On the four-post bed of the labor room, which looked nothing like the hospital labor rooms I was accustomed to, Katie confirmed by digital exam what I already knew: I was completely dilated with just an anterior lip. We continued to labor at the center. An hour and a half later, it was time to push. With my first push, my water broke, bringing the baby’s head far down into my pelvis. Even then, with the baby at plus 1 station, I didn’t feel a tremendous urge to push. We pushed anyway, and in many different positions: on the toilet, on my side, on hands and knees, in a squatting position. Finally, in hope of getting the baby’s head to slip under my pubic bone, I asked to push in a semi-sitting position, which did the trick. At 9:01pm, June Dahlia Bauer was born. The midwife placed her on my chest, and I immediately wiped her dry and placed her on my chest to greet this little life in my arms. In that moment, our lives changed for ever.

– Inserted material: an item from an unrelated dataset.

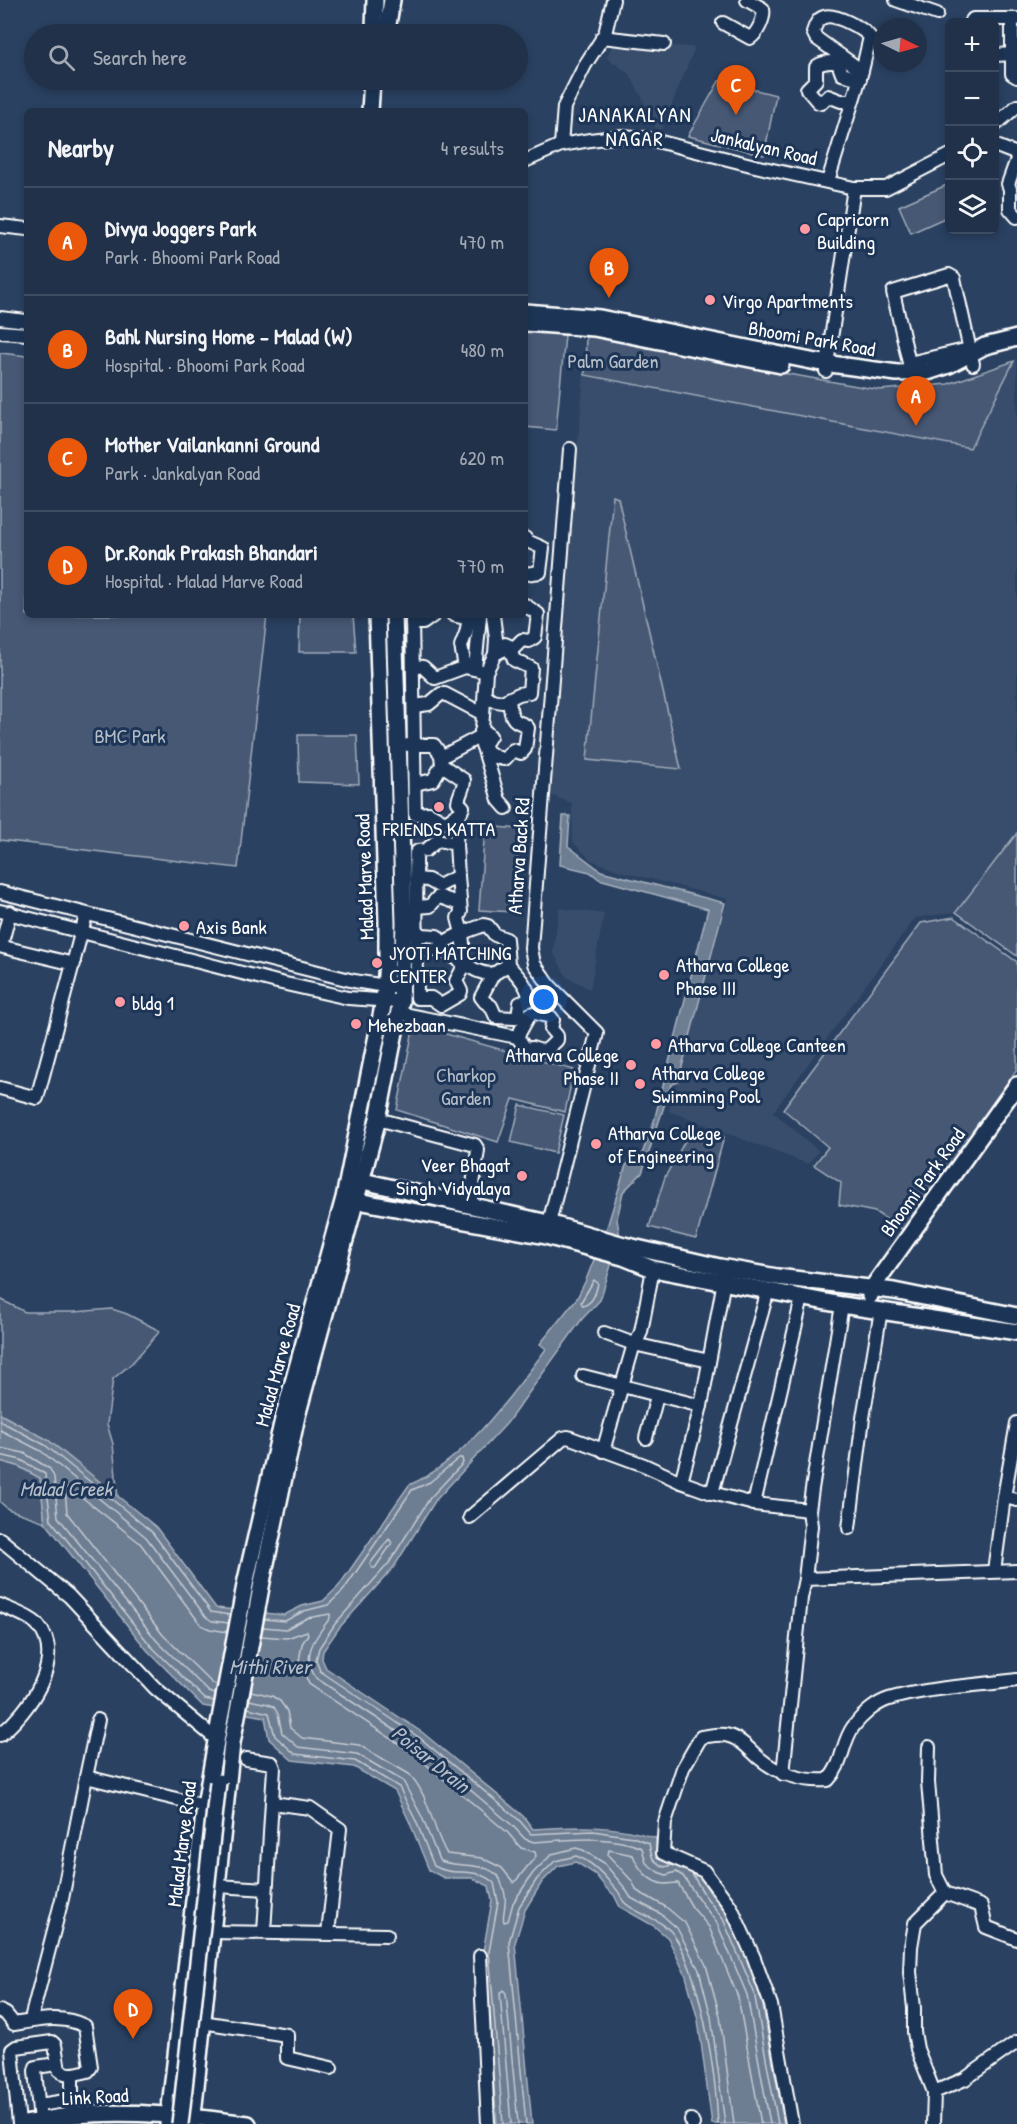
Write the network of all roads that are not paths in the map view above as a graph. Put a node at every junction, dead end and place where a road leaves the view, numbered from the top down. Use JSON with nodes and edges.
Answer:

Just eight short weeks after June’s birth, I returned to work full-time: three night shifts a week. Initially, I was afraid that I would judge those who chose to use epidural anesthesia, given that I had labored on my own without medication easily enough. I was also apprehensive about returning to a birth culture that embraced active management of the labor process. Instead, my personal experience with labor and birth transformed me on the unit floor. As I gain strength in my clinical skills, I continue to draw from my own experience to better advocate for my laboring patients. For example, I steer my patients’ focus away from the pain of contractions using imagery and rhythm. I encourage movement in labor, even for those who are confined to a bed following epidural anesthesia. When it comes time to push, I dim the lights in the room and ask the residents and medical staff to use soft voices to maintain a calm and centered ambiance. Most importantly, I have learned that patient education is central to my role as an advocate for normal birth. I put more energy and time into reminding my patients to question medical interventions that seem unnecessary or routine. By doing this, I believe I am better serving my patients and helping women find their own way through labor and birth in the hospital setting.